Saturday, February 28, 2009

John Locke as the Father of Modern Democracy

John Locke is frequently called the father of modern democracy for his political theory that he developed in Two Treatises of Civil Government (1680-1690). Of the two treatises, the second treatise is specially important in the history of political philosophy. The second treatise was published just one year after the Glorious Revolution of 1688 and the treatise also justifies the revolution. The political philosophy Locke developed in this work is highly democratic and had much influence on English politics and also on the American constitution. The relationship between the ruler and the ruled he proposes here is of more democratic than any other theories given before him. The ideas that he discusses include equality of men,the consent of the majority,the division of power and the right to rebellion.

State of nature and the equality of men

Locke begins his political philosophy with the treatment of the state of nature.He describes the condition very differently from his contemporary political thinker Hobbes.To Locke the state of nature is not the war of all against all as described by Hobbes.On the other hand men living together according to their reason without a common superior on earth with an authority to judge between them is termed by Locke as the proper state of nature.So,Locke gives emphasis of the equality of men.All men are created by God as equal and no one is superior to other.This concept of equality later influenced Jefferson when he wrote the Declaration of Independence.

Private property

To Locke man has some basic rights including the right to property.Even in the state of nature men had the right to property and the justification of property is labor.So,whatever a man transforms from its original condition by his own labour becomes his.By property he also means the life ,liberty and happiness.

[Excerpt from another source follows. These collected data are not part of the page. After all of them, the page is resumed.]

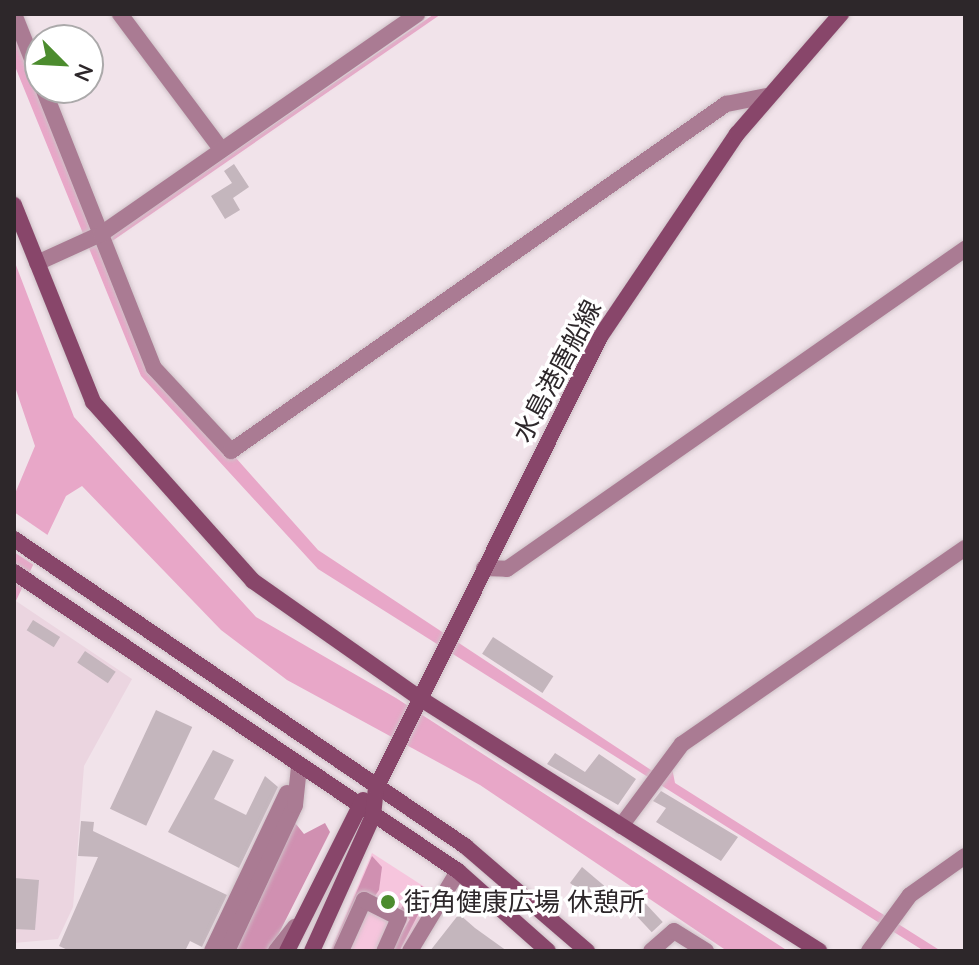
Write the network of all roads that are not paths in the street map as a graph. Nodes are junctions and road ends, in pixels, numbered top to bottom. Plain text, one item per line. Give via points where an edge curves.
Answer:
1 (14, 14) edge
2 (120, 14) edge
3 (417, 14) edge
4 (841, 14) edge
5 (24, 39) edge
6 (767, 96) junction
7 (49, 104) edge
8 (221, 149) junction
9 (14, 205) edge
10 (98, 240) junction
11 (965, 249) edge
12 (37, 263) junction
13 (14, 539) edge
14 (965, 548) edge
15 (484, 568) junction
16 (14, 572) edge
17 (419, 704) junction
18 (299, 766) junction
19 (376, 788) junction
20 (287, 793) dead end
21 (356, 805) junction
22 (373, 816) junction
23 (621, 826) junction
24 (965, 856) edge
25 (458, 871) junction
26 (448, 899) dead end
27 (302, 917) junction
28 (313, 950) edge
29 (212, 951) edge
30 (227, 951) edge
31 (276, 951) edge
32 (287, 951) edge
33 (341, 951) edge
34 (384, 951) edge
35 (410, 951) edge
36 (420, 951) edge
37 (548, 951) edge
38 (587, 951) edge
39 (651, 951) edge
40 (706, 951) edge
41 (819, 951) edge
42 (869, 951) edge

1 - 5 street
2 - 8 street
3 - 8 street
4 - 6 street, 水島港唐船線
6 - 10 street via 726,104 231,451 154,368
6 - 15 street, 水島港唐船線 via 621,302
7 - 10 street
8 - 10 street
9 - 12 street
10 - 12 street
11 - 15 street via 507,569
12 - 17 street via 107,424 253,581
13 - 19 street
14 - 23 street via 682,744
15 - 17 street, 水島港唐船線
16 - 18 street
17 - 19 street, 水島港唐船線
17 - 23 street
18 - 21 street
18 - 30 street via 295,805
19 - 21 street, 水島港唐船線
19 - 22 street, 水島港唐船線
19 - 38 street via 491,865
20 - 29 street
21 - 22 street
21 - 27 street, 水島港唐船線
22 - 25 street
22 - 28 street, 水島港唐船線
23 - 41 street
24 - 42 street via 910,895
25 - 35 street
25 - 37 street
26 - 36 street
27 - 31 street
27 - 32 street, 水島港唐船線
33 - 34 street via 364,900 399,918
39 - 40 street via 674,931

Social contract and the consent of the majority

The contract by which men avoided the state of nature and entered into the civil government is the social contract.Men entered into the civil government mainly to preserve his property,that means his life,liberty and happiness.Men also entered into the civil to have an independent and neutral judge. The civil government will also be based on the consent of the majority people. So,the consent of the majority is another democratic element in his theory.According to Locke the absolute government is not the right kind of government as it is not based on the consent of the majority.

Sovereign power

But Locke’s most democratic principles deal with his definition of the sovereign power.The sovereign power is the power of the government.At first,Locke divides the sovereign power into two quarters, namely, legislative and executive .The legislative power should be separated from the executive power is the most revolutionary democratic principle of Locke’s philosophy.The legislative means the parliament which makes the laws.But the legislative body is selected by the general people.To Locke legislative power is held as a trust and is,therefore,only a fiduciary power.So,there remains in the hands of the general people a supreme power to remove or alter the legislative power when they find the legislative act contrary to the trust reposed in them.

This leads to the second great democratic principle namely the right to rebellion.According to Locke the transfer of the right to rule from the people to the sovereign is revocable and the people retain the right to make rebellion.Locke says that if the legislative or the executive body engages in the wicked acts the people will take decision to punish accordingly.Locke places sovereignty into the hands of the people.

To sum up, Locke's model consists of a civil state, built upon the natural rights common to a people who need and welcome an executive power to protect their property and liberties; the government exists for the people's benefit and can be replaced or overthrown if it ceases to function toward that primary end.

Locke for the first time introduced the representative government. His ideas heavily influenced, however, both the American and French Revolutions. His notions of people's rights and the role of civil government provided strong support for the intellectual movements of both revolutions.For this reason he is called the father of modern democracy.